And while the SPLA troops in the Nuba Mountains were not innocent of human rights abuses, they were far less brutal than the rebels in southern Sudan. They were certainly not guilty of murdering Chief Hussein Karbus, as I had alleged. This mistake didn’t matter. Other mistakes did.

On our return, I titled our report Facing Genocide: The Nuba of Sudan. We could not be certain what dangers still threatened the Nuba, so we calculated that it was better to err on the side of alarmism. Although the word “facing” was meant to mitigate the annihilatory implications of “genocide,” using the G-word was an error. I claimed that the Sudanese government had embarked on a titanic scheme of Islamist social engineering, and, under the cloak of counterinsurgency, intended to erase Nuba culture and identity once and for all. But this was only part of the story.

In 1992, some three years before we arrived, the onslaught on the Nuba fit well the legal definition of genocide: Sudanese government officials aimed to destroy all or part of the Nuba people as a distinct ethnic group and impose a new social and cultural identity upon them. But, it later became clear, the government’s ambitions to re-engineer the Nuba had faded with the defeat of the 1992 jihad. The Khartoum regime was bitterly divided, and the Islamist ideologues who wanted forced, total societal renewal were in retreat. The ascendant generals wanted power, not total social transformation. A counterinsurgency continued, but by the time of our visit in 1995, the challenge confronting the Nuba leadership was no longer how to escape genocide but how to make a fair peace with their enemies.

My first report on the Nuba, in 1991, had used the term “ethnic cleansing,” borrowed from former Yugoslavia. In 1995, I opted, over Julie’s objections, for “genocide” because it would grab headlines in the same month as the Srebrenica massacre. It worked. The day after our report was published in July, Flint’s film The Nuba: Sudan’s Secret War aired on the BBC. Soon after, a humanitarian air bridge was set up.

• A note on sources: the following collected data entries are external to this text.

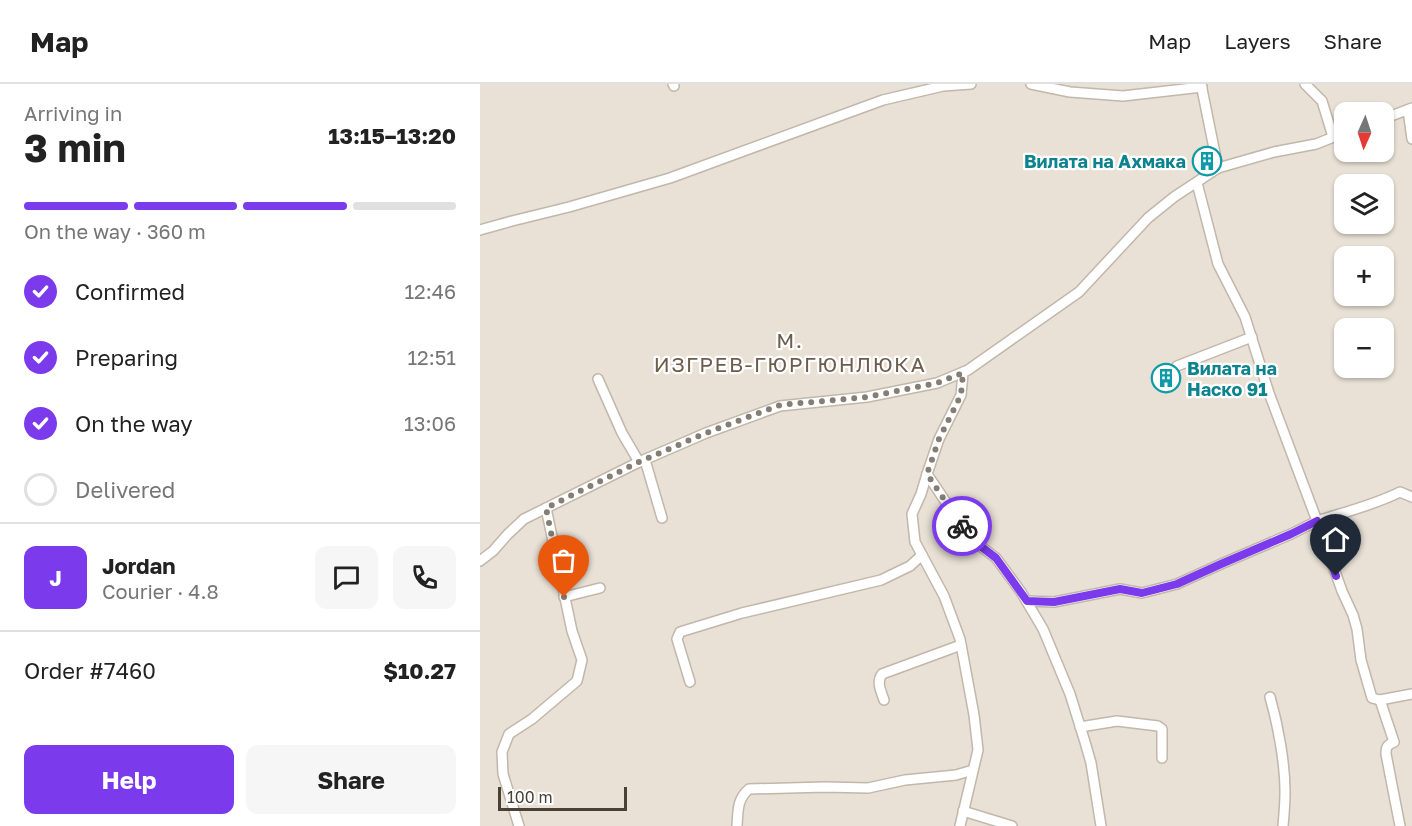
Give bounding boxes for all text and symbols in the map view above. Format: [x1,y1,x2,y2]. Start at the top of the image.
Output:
text: Map [30,25,88,58]
text: Map [1148,28,1191,54]
text: Layers [1224,28,1291,54]
text: Share [1324,28,1382,54]
text: Arriving in [24,101,122,125]
north arrow [1334,102,1394,162]
map controls [1334,102,1394,378]
text: 13:15–13:20 [328,122,456,149]
text: 3 min [24,124,126,171]
building icon: Вилата на Ахмака [1191,145,1223,177]
place label: Вилата на Ахмака [1024,150,1186,172]
button: layers [1334,174,1394,234]
text: On the way · 360 m [24,219,206,243]
button: + [1334,246,1394,306]
icon: check [24,275,57,308]
text: Confirmed [75,278,185,305]
text: 12:46 [404,279,456,303]
button: − [1334,318,1394,378]
district label: М. ИЗГРЕВ-ГЮРГЮНЛЮКА [654,327,926,377]
icon: check [24,341,57,374]
text: Preparing [75,344,178,371]
text: 12:51 [407,345,456,369]
place label: Вилата на Наско 91 [1187,357,1277,400]
building icon: Вилата на Наско 91 [1150,362,1182,394]
icon: check [24,407,57,440]
text: On the way [75,410,193,437]
text: 13:06 [404,411,456,435]
text: Delivered [75,476,175,503]
courier [932,496,992,556]
icon: bike [946,510,979,543]
pin [1310,514,1361,576]
icon: home [1319,523,1352,556]
pin [538,535,589,597]
icon: bag [547,544,580,577]
button: chat [315,546,378,609]
button: phone [393,546,456,609]
text: Jordan [102,552,176,579]
text: J [49,564,62,591]
text: Courier · 4.8 [102,579,219,603]
text: Order #7460 [24,657,156,684]
text: $10.27 [383,657,456,684]
button: Help [24,745,234,814]
button: Share [246,745,456,814]
scale bar [498,784,627,812]
text: 100 m [507,787,553,807]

The problem was that the word “genocide” unlocked a single, powerful script at a time when the Nuba predicament had become more complicated. There was indeed an ongoing war of attrition, but both sides were now divided. Significant numbers of the Nuba no longer saw a purpose in fighting and were ready to compromise—either through joining the government or through an international peace process. Yousif, to his immense credit, saw that the future of the SPLA depended on democratizing the movement so that its promise of a new Sudan—democratic, multiethnic, serving the poor and marginalized—would be realized, not merely held out as a promise for the distant future.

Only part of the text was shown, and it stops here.